### Task data:
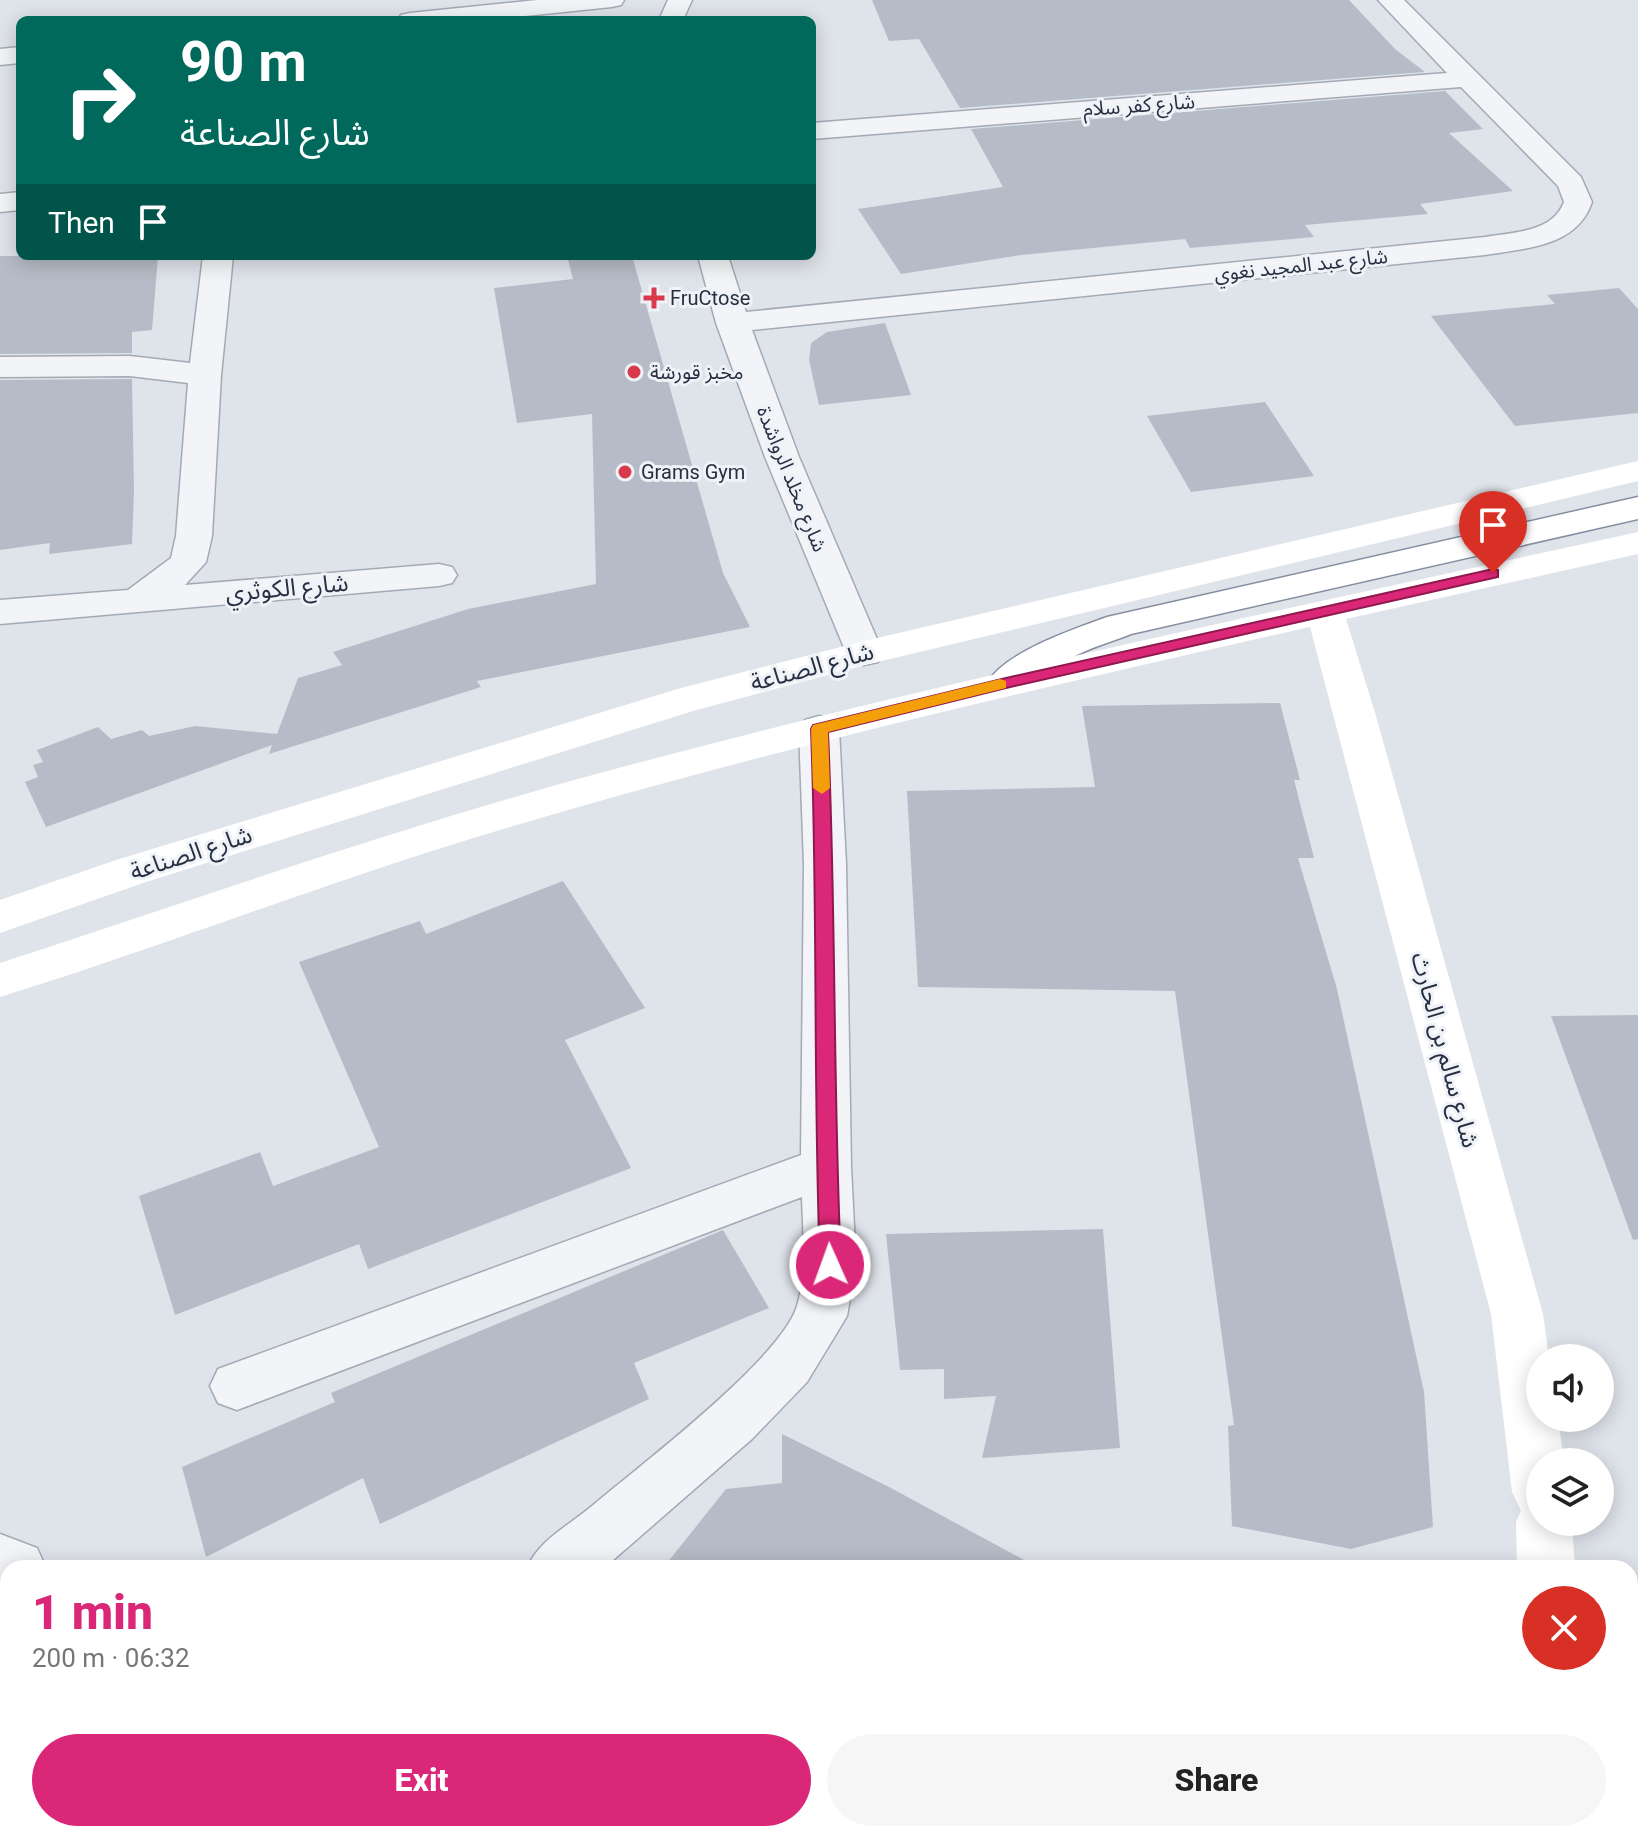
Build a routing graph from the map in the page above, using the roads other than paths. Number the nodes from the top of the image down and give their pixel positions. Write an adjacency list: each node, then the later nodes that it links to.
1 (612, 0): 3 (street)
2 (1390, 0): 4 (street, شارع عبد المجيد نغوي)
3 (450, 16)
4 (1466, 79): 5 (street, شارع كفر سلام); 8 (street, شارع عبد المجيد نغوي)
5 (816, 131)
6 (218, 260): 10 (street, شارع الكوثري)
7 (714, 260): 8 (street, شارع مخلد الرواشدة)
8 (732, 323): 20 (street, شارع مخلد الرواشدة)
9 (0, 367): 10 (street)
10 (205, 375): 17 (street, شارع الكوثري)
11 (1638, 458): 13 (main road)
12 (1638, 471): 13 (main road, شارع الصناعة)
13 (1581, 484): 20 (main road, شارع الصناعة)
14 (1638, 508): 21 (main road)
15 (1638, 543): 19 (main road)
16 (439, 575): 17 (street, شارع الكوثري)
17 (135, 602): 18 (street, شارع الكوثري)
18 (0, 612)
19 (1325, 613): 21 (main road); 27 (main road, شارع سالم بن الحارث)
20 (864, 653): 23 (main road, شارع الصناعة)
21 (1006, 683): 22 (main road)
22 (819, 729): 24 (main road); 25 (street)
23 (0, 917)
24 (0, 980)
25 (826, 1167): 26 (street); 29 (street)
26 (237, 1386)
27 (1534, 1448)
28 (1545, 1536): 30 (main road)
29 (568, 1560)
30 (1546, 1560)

### About this task:
Images must not appear in the copy; reproduce everything else in the records verbatim.

### Written reply:
Build a routing graph from the map in the page above, using the roads other than paths. Number the nodes from the top of the image down and give their pixel positions. Write an adjacency list: each node, then the later nodes that it links to.
1 (612, 0): 3 (street)
2 (1390, 0): 4 (street, شارع عبد المجيد نغوي)
3 (450, 16)
4 (1466, 79): 5 (street, شارع كفر سلام); 8 (street, شارع عبد المجيد نغوي)
5 (816, 131)
6 (218, 260): 10 (street, شارع الكوثري)
7 (714, 260): 8 (street, شارع مخلد الرواشدة)
8 (732, 323): 20 (street, شارع مخلد الرواشدة)
9 (0, 367): 10 (street)
10 (205, 375): 17 (street, شارع الكوثري)
11 (1638, 458): 13 (main road)
12 (1638, 471): 13 (main road, شارع الصناعة)
13 (1581, 484): 20 (main road, شارع الصناعة)
14 (1638, 508): 21 (main road)
15 (1638, 543): 19 (main road)
16 (439, 575): 17 (street, شارع الكوثري)
17 (135, 602): 18 (street, شارع الكوثري)
18 (0, 612)
19 (1325, 613): 21 (main road); 27 (main road, شارع سالم بن الحارث)
20 (864, 653): 23 (main road, شارع الصناعة)
21 (1006, 683): 22 (main road)
22 (819, 729): 24 (main road); 25 (street)
23 (0, 917)
24 (0, 980)
25 (826, 1167): 26 (street); 29 (street)
26 (237, 1386)
27 (1534, 1448)
28 (1545, 1536): 30 (main road)
29 (568, 1560)
30 (1546, 1560)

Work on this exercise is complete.